▶ [What needs to be done] Images are to be dropped, and the rest of the data reproduced exactly.

▶ [Data under study]
════

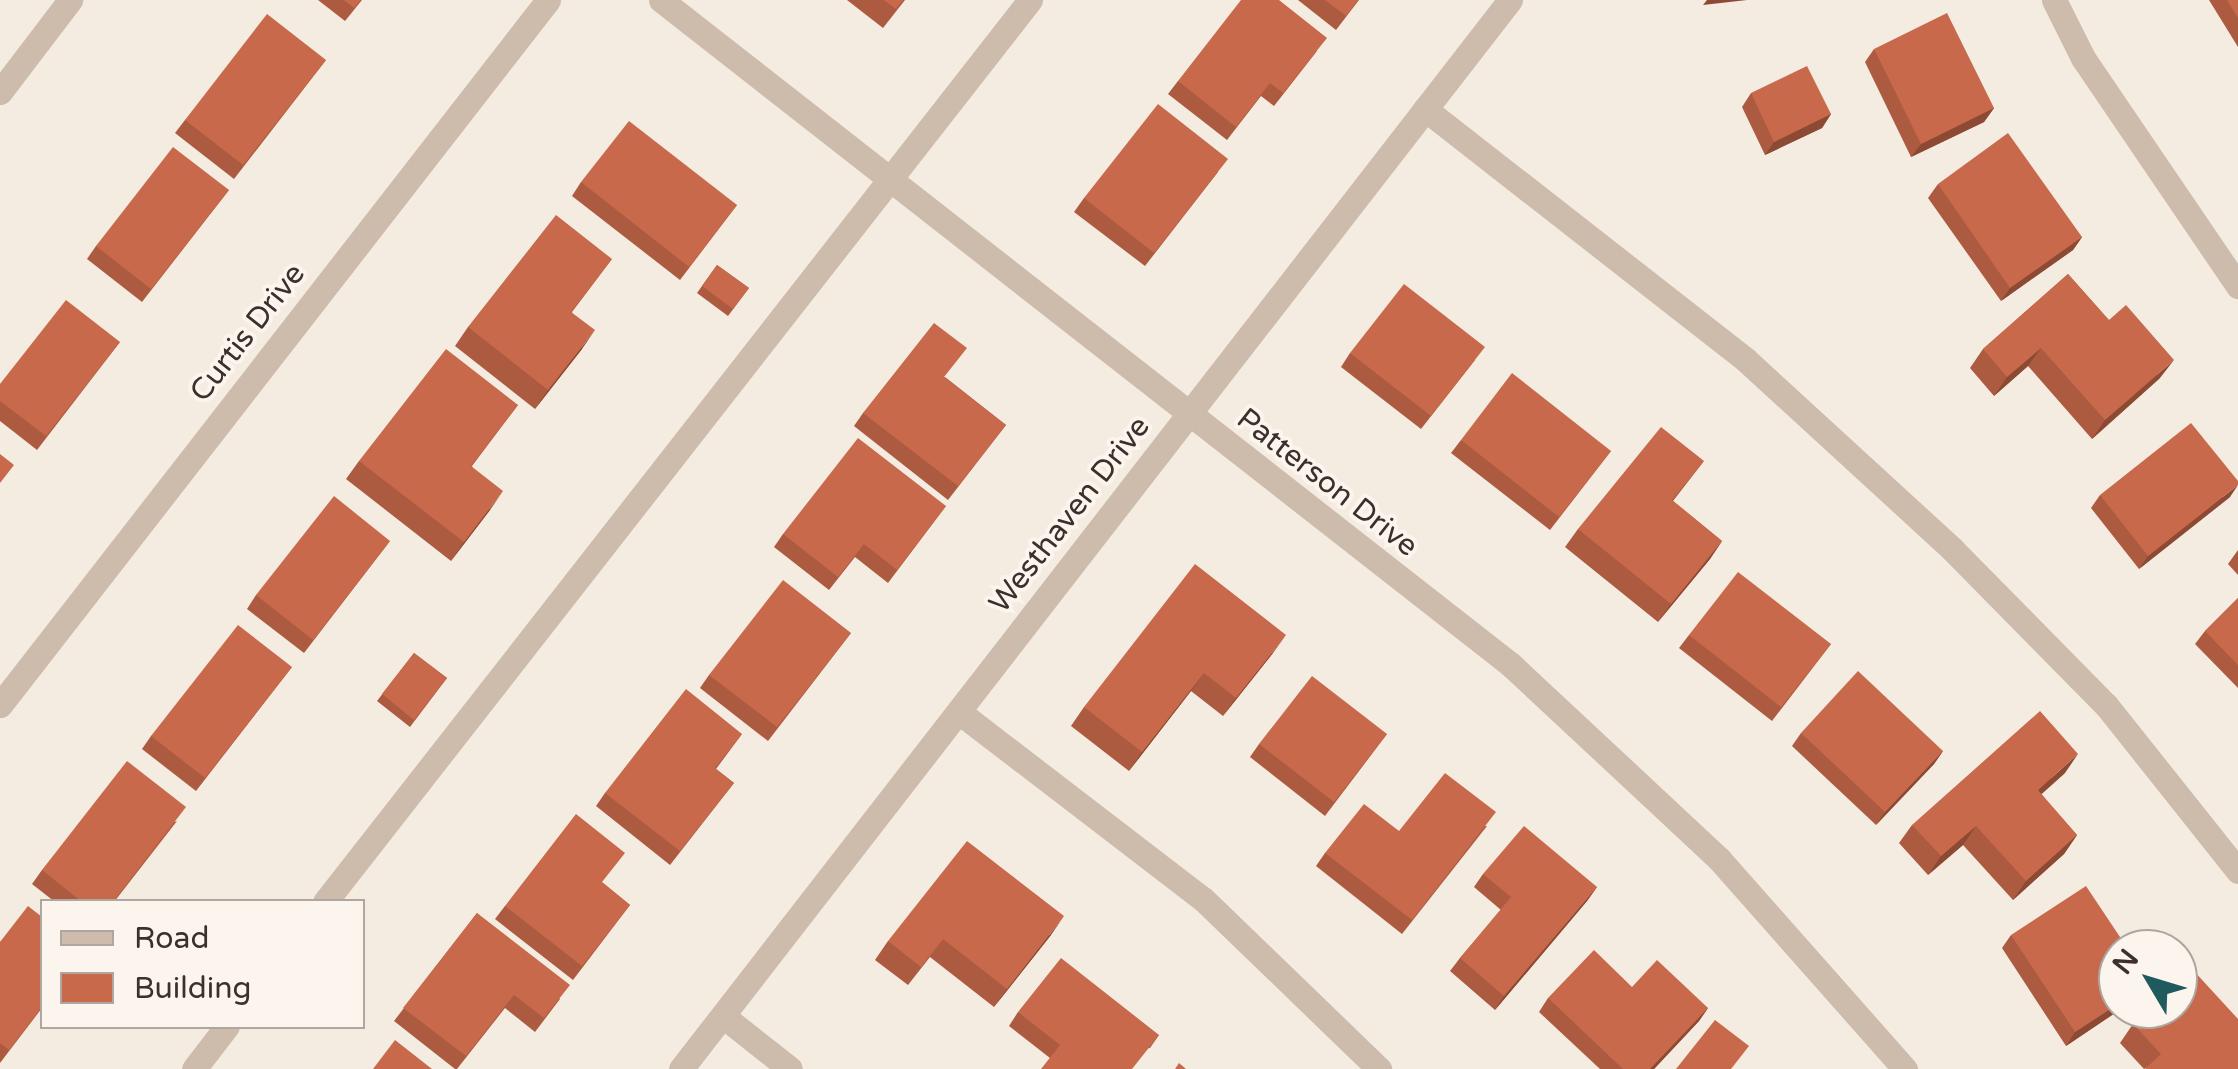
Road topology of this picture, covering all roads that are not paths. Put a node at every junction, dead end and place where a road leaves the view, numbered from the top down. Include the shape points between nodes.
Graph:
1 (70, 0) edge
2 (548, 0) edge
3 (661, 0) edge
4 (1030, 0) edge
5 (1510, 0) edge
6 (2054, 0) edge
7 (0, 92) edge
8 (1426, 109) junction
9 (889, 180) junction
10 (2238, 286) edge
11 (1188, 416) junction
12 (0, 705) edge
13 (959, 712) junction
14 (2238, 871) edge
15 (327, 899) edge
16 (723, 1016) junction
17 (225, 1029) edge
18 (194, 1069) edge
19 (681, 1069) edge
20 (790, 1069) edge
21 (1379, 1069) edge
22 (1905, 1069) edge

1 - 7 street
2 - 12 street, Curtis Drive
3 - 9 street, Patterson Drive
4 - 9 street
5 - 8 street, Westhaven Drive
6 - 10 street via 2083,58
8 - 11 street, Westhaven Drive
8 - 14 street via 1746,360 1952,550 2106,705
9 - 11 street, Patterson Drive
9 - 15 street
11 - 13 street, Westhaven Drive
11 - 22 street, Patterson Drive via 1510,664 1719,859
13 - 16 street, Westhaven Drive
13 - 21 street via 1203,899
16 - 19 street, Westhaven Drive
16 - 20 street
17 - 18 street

════

▶ [Answer space]
Road topology of this picture, covering all roads that are not paths. Put a node at every junction, dead end and place where a road leaves the view, numbered from the top down. Include the shape points between nodes.
Graph:
1 (70, 0) edge
2 (548, 0) edge
3 (661, 0) edge
4 (1030, 0) edge
5 (1510, 0) edge
6 (2054, 0) edge
7 (0, 92) edge
8 (1426, 109) junction
9 (889, 180) junction
10 (2238, 286) edge
11 (1188, 416) junction
12 (0, 705) edge
13 (959, 712) junction
14 (2238, 871) edge
15 (327, 899) edge
16 (723, 1016) junction
17 (225, 1029) edge
18 (194, 1069) edge
19 (681, 1069) edge
20 (790, 1069) edge
21 (1379, 1069) edge
22 (1905, 1069) edge

1 - 7 street
2 - 12 street, Curtis Drive
3 - 9 street, Patterson Drive
4 - 9 street
5 - 8 street, Westhaven Drive
6 - 10 street via 2083,58
8 - 11 street, Westhaven Drive
8 - 14 street via 1746,360 1952,550 2106,705
9 - 11 street, Patterson Drive
9 - 15 street
11 - 13 street, Westhaven Drive
11 - 22 street, Patterson Drive via 1510,664 1719,859
13 - 16 street, Westhaven Drive
13 - 21 street via 1203,899
16 - 19 street, Westhaven Drive
16 - 20 street
17 - 18 street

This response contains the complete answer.